LSU researchers also are focusing on how bottom-hole valves that have been subjected to injected gas only may be impacted by handling a liquids/gas mixture for long periods, Waltrich says. “When you are doing the standard gas lift practice, you have some sort of liquid in the well anyway, so this valve already handles liquid and gas. We have not seen erosion problems by adding liquid to the valve,” he reports.

The university is looking for operators interested in conducting field trials of the technique, Waltrich says.
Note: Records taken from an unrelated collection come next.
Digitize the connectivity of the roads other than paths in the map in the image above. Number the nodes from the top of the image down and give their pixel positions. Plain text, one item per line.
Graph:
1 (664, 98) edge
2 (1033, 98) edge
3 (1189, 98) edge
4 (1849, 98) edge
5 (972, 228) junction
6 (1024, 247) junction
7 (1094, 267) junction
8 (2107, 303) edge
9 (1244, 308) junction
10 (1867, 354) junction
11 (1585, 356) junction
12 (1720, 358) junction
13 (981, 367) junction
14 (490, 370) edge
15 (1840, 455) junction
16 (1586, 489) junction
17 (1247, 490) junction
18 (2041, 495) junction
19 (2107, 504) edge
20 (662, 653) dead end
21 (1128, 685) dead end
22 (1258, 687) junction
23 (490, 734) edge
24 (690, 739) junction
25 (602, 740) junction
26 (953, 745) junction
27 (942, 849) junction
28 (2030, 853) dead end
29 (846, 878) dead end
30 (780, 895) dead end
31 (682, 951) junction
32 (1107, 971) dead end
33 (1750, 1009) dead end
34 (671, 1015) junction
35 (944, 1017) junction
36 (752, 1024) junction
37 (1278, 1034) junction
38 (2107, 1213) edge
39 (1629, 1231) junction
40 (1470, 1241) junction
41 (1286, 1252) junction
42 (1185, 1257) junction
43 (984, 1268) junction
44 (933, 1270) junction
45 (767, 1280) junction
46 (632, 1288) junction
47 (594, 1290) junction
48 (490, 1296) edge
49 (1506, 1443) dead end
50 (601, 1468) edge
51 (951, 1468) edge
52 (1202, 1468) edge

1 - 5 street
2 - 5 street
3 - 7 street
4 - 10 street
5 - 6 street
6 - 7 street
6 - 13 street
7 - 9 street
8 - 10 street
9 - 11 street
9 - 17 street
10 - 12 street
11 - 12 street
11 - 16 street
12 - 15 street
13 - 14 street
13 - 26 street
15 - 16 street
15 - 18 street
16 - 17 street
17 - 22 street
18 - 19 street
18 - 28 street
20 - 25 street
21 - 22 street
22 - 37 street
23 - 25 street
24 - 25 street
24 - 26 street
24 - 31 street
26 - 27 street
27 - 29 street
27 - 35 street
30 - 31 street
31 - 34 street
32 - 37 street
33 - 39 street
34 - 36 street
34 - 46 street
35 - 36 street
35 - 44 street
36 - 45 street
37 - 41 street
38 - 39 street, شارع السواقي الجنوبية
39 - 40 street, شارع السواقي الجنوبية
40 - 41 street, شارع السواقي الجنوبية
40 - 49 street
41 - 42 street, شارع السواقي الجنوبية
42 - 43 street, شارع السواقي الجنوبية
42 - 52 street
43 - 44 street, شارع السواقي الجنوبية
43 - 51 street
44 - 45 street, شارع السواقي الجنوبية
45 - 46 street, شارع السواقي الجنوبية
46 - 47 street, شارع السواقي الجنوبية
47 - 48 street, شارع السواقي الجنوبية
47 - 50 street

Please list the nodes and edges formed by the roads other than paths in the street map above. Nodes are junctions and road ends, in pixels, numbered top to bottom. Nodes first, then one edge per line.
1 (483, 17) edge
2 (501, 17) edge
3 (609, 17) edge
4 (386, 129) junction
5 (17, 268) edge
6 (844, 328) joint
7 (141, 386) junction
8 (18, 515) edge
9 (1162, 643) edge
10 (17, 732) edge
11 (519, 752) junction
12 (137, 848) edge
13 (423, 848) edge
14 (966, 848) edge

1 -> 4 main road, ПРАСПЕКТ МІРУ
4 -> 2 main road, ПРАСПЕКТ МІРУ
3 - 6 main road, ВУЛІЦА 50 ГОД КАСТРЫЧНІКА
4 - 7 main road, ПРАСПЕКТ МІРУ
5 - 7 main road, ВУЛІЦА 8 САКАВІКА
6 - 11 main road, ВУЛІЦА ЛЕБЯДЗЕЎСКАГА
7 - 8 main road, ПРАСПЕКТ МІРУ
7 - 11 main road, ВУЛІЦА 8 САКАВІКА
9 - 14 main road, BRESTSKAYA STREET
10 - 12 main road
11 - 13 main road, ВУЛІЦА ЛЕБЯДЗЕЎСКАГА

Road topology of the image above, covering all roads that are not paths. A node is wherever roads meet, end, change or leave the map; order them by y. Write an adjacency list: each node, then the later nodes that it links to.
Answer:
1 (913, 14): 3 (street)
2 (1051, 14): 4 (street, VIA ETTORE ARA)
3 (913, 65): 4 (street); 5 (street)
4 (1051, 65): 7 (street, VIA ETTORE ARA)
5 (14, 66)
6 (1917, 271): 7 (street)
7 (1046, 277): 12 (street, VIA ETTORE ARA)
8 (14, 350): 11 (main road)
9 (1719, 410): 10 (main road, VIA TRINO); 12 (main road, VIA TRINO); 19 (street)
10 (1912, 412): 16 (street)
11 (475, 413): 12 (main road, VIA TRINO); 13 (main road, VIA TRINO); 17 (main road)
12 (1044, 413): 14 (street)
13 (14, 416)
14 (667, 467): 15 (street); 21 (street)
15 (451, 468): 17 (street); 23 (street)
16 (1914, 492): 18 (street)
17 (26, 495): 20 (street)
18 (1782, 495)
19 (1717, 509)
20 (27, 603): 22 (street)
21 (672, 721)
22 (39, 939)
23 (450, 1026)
Stuart Scott, who is working with Waltrich, points out that getting university staff involved in industry research brings in talented personnel who often have new ideas or approaches to problems. Stuart, director of technology for PetroleumETC in Houston, adds, “University research, while it may be on a slower pace than some of the alternatives such as professional laboratories, costs much less.”

Those transactions have consequences beyond the immediate research, Stuart says, with students gaining knowledge useful when they join the oil and gas industry.

Cooperation between companies and universities depends more on industry need rather than general research, Stuart says.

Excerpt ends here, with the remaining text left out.